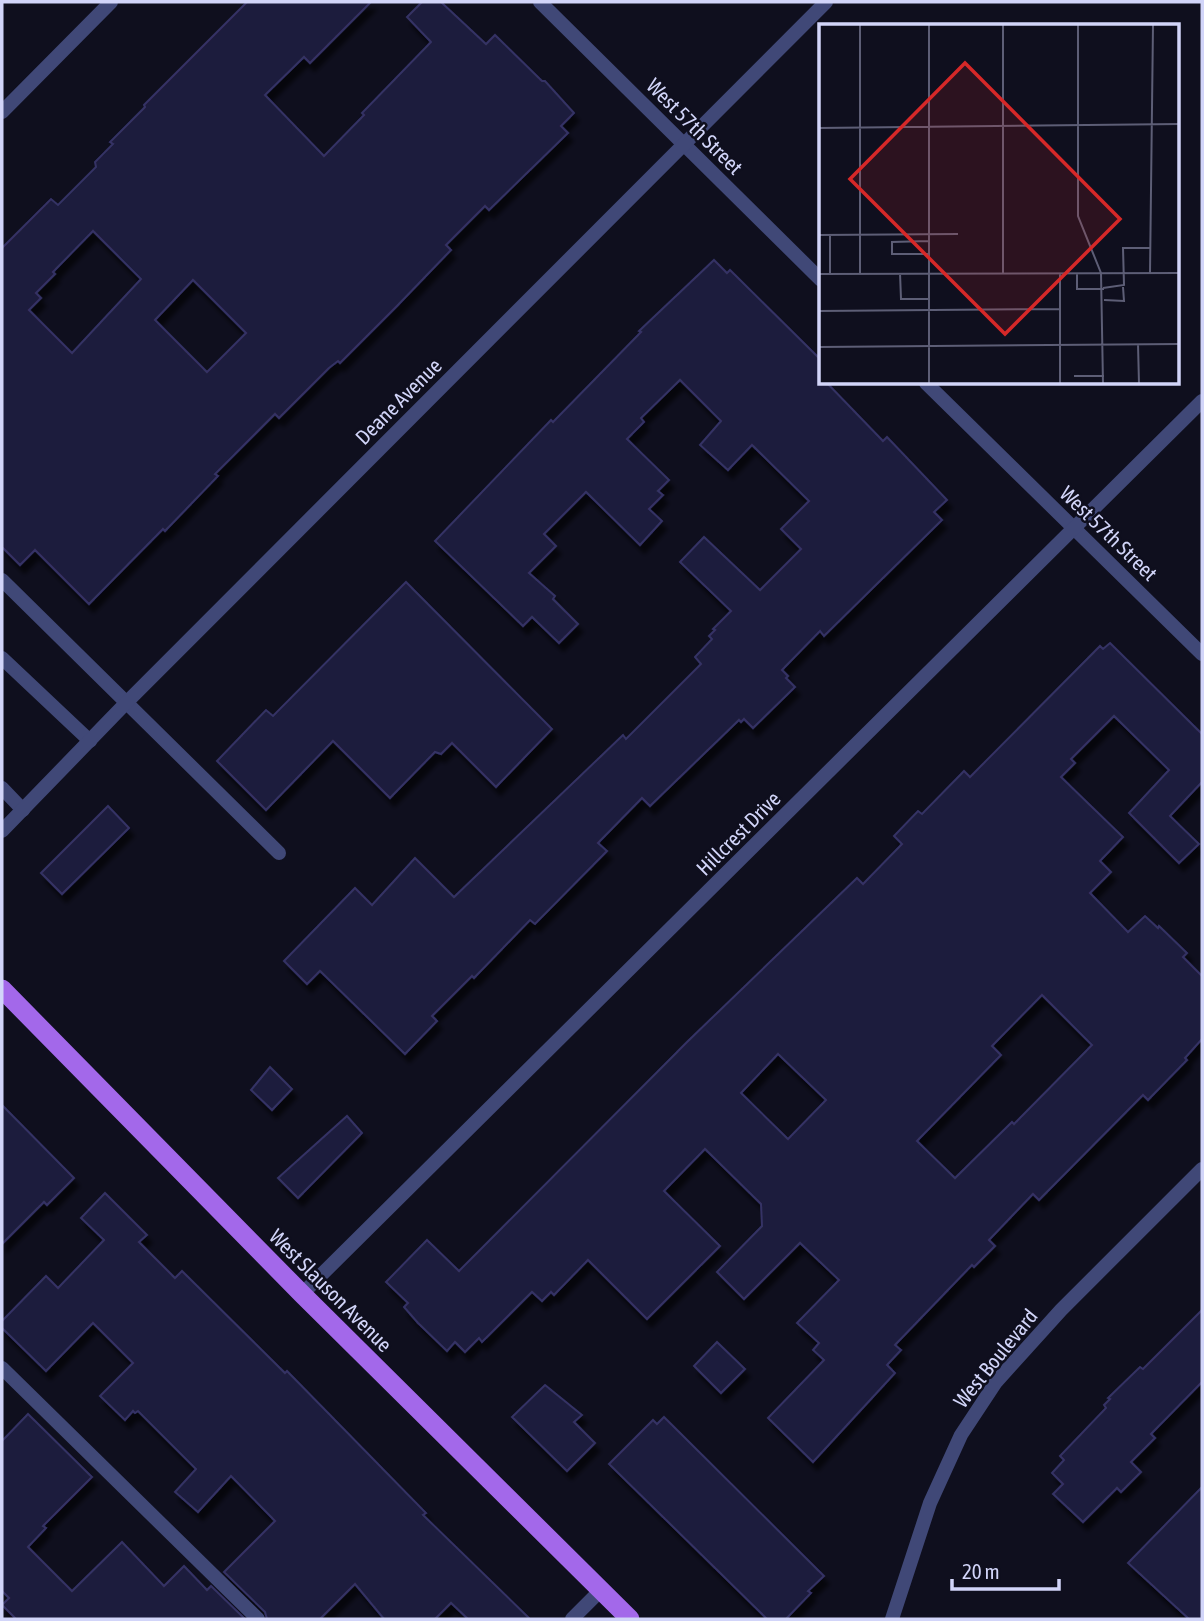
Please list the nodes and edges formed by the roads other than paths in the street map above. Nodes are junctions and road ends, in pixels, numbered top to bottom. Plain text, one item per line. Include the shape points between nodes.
1 (111, 2) edge
2 (540, 2) edge
3 (826, 2) edge
4 (2, 112) edge
5 (683, 145) junction
6 (819, 278) edge
7 (928, 385) edge
8 (1202, 401) edge
9 (1074, 529) junction
10 (2, 580) edge
11 (1202, 654) edge
12 (2, 658) edge
13 (126, 703) junction
14 (90, 741) junction
15 (2, 789) edge
16 (23, 810) junction
17 (2, 831) edge
18 (279, 853) dead end
19 (2, 989) edge
20 (1202, 1169) edge
21 (302, 1294) junction
22 (2, 1368) edge
23 (601, 1590) junction
24 (258, 1619) edge
25 (572, 1619) edge
26 (630, 1619) edge
27 (892, 1619) edge

1 - 4 street
2 - 5 street, West 57th Street
3 - 5 street, Deane Avenue
5 - 6 street, West 57th Street
5 - 13 street, Deane Avenue
7 - 9 street, West 57th Street
8 - 9 street, Hillcrest Drive
9 - 11 street, West 57th Street
9 - 21 street, Hillcrest Drive
10 - 13 street
12 - 14 street
13 - 14 street, Deane Avenue
13 - 18 street
14 - 16 street, Deane Avenue
15 - 16 street
16 - 17 street, Deane Avenue
19 - 21 main road, West Slauson Avenue
20 - 27 street, West Boulevard via 996,1382 961,1435 930,1503
21 - 23 main road, West Slauson Avenue
22 - 24 street
23 - 25 street
23 - 26 main road, West Slauson Avenue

◆ ◆ ◆ ◆ ◆ ◆ ◆

Copy out each record word for word and omit any pictures.

Please list the nodes and edges formed by the roads other than paths in the street map above. Nodes are junctions and road ends, in pixels, numbered top to bottom. Plain text, one item per line. Include the shape points between nodes.
1 (111, 2) edge
2 (540, 2) edge
3 (826, 2) edge
4 (2, 112) edge
5 (683, 145) junction
6 (819, 278) edge
7 (928, 385) edge
8 (1202, 401) edge
9 (1074, 529) junction
10 (2, 580) edge
11 (1202, 654) edge
12 (2, 658) edge
13 (126, 703) junction
14 (90, 741) junction
15 (2, 789) edge
16 (23, 810) junction
17 (2, 831) edge
18 (279, 853) dead end
19 (2, 989) edge
20 (1202, 1169) edge
21 (302, 1294) junction
22 (2, 1368) edge
23 (601, 1590) junction
24 (258, 1619) edge
25 (572, 1619) edge
26 (630, 1619) edge
27 (892, 1619) edge

1 - 4 street
2 - 5 street, West 57th Street
3 - 5 street, Deane Avenue
5 - 6 street, West 57th Street
5 - 13 street, Deane Avenue
7 - 9 street, West 57th Street
8 - 9 street, Hillcrest Drive
9 - 11 street, West 57th Street
9 - 21 street, Hillcrest Drive
10 - 13 street
12 - 14 street
13 - 14 street, Deane Avenue
13 - 18 street
14 - 16 street, Deane Avenue
15 - 16 street
16 - 17 street, Deane Avenue
19 - 21 main road, West Slauson Avenue
20 - 27 street, West Boulevard via 996,1382 961,1435 930,1503
21 - 23 main road, West Slauson Avenue
22 - 24 street
23 - 25 street
23 - 26 main road, West Slauson Avenue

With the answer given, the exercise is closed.